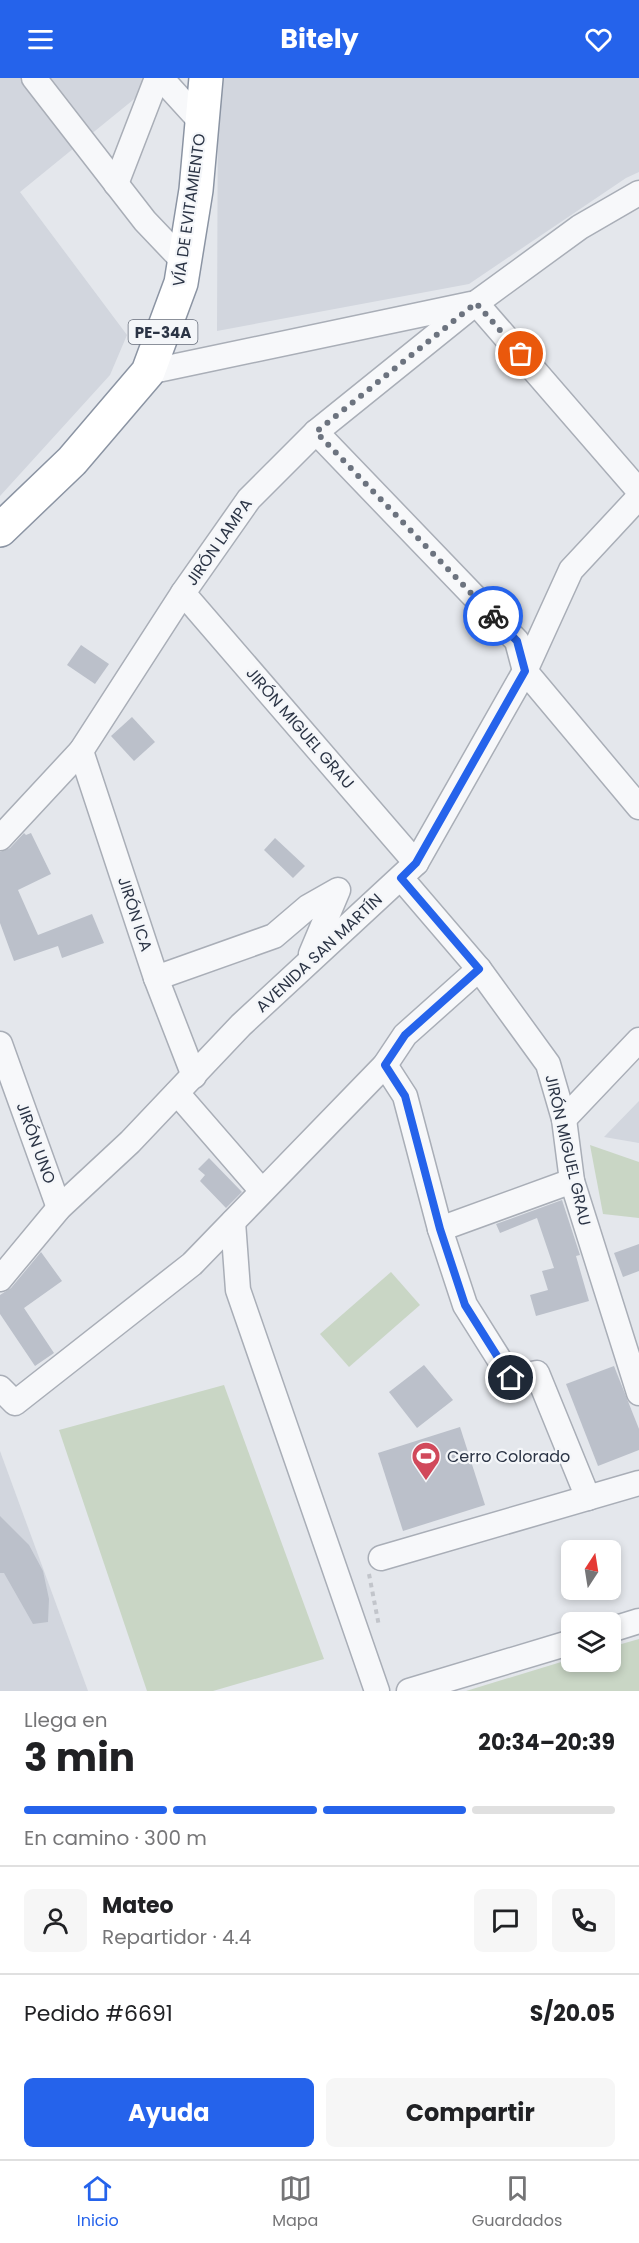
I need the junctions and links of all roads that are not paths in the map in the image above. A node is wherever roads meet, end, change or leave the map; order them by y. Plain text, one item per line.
1 (34, 78) edge
2 (159, 78) edge
3 (206, 78) edge
4 (202, 123) junction
5 (116, 184) junction
6 (639, 194) edge
7 (185, 263) junction
8 (476, 303) junction
9 (148, 372) junction
10 (316, 432) junction
11 (639, 491) edge
12 (639, 497) edge
13 (0, 530) edge
14 (183, 593) junction
15 (525, 671) junction
16 (81, 751) junction
17 (639, 807) edge
18 (0, 838) edge
19 (409, 870) junction
20 (309, 960) junction
21 (479, 969) junction
22 (156, 978) junction
23 (639, 1040) edge
24 (0, 1044) edge
25 (385, 1065) junction
26 (194, 1076) junction
27 (177, 1093) junction
28 (564, 1119) junction
29 (572, 1181) junction
30 (262, 1191) junction
31 (59, 1208) junction
32 (233, 1222) junction
33 (440, 1229) junction
34 (0, 1279) edge
35 (639, 1393) edge
36 (7, 1395) edge
37 (639, 1483) edge
38 (588, 1498) junction
39 (381, 1558) road end
40 (639, 1621) edge
41 (621, 1627) edge
42 (561, 1645) edge
43 (377, 1691) edge
44 (409, 1691) edge

1 - 5 street
2 - 4 street
2 - 5 street
3 - 4 highway, VÍA DE EVITAMIENTO / PE-34A
4 - 7 highway, VÍA DE EVITAMIENTO / PE-34A
5 - 7 street
6 - 8 street, JIRÓN LAMPA
7 - 9 highway, VÍA DE EVITAMIENTO / PE-34A
8 - 9 street
8 - 10 street, JIRÓN LAMPA
8 - 11 street
9 - 13 highway, VÍA DE EVITAMIENTO / PE-34A
10 - 14 street, JIRÓN LAMPA
10 - 15 street
12 - 15 street, AVENIDA SAN MARTÍN
14 - 16 street, JIRÓN LAMPA
14 - 19 street, JIRÓN MIGUEL GRAU
15 - 17 street
15 - 19 street, AVENIDA SAN MARTÍN
16 - 18 street, JIRÓN LAMPA
16 - 22 street, JIRÓN ICA
19 - 20 street, AVENIDA SAN MARTÍN
19 - 21 street, JIRÓN MIGUEL GRAU
20 - 22 street
20 - 26 street, AVENIDA SAN MARTÍN
21 - 25 street
21 - 28 street, JIRÓN MIGUEL GRAU
22 - 26 street, JIRÓN ICA
23 - 28 street
24 - 31 street, JIRÓN UNO
25 - 30 street
25 - 33 street
26 - 27 street, AVENIDA SAN MARTÍN
27 - 30 street
27 - 31 street, AVENIDA SAN MARTÍN
28 - 29 street, JIRÓN MIGUEL GRAU
29 - 33 street
29 - 35 street, JIRÓN MIGUEL GRAU
30 - 32 street
31 - 34 street, AVENIDA SAN MARTÍN
32 - 36 street
32 - 43 street
33 - 38 street
37 - 38 street
38 - 39 street
40 - 41 street
42 - 44 street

*HOW TO COMPLETE THIS TASK:*
Set apart and copy each line of the records that holds the word "MIGUEL".

*REPLY:*
14 - 19 street, JIRÓN MIGUEL GRAU
19 - 21 street, JIRÓN MIGUEL GRAU
21 - 28 street, JIRÓN MIGUEL GRAU
28 - 29 street, JIRÓN MIGUEL GRAU
29 - 35 street, JIRÓN MIGUEL GRAU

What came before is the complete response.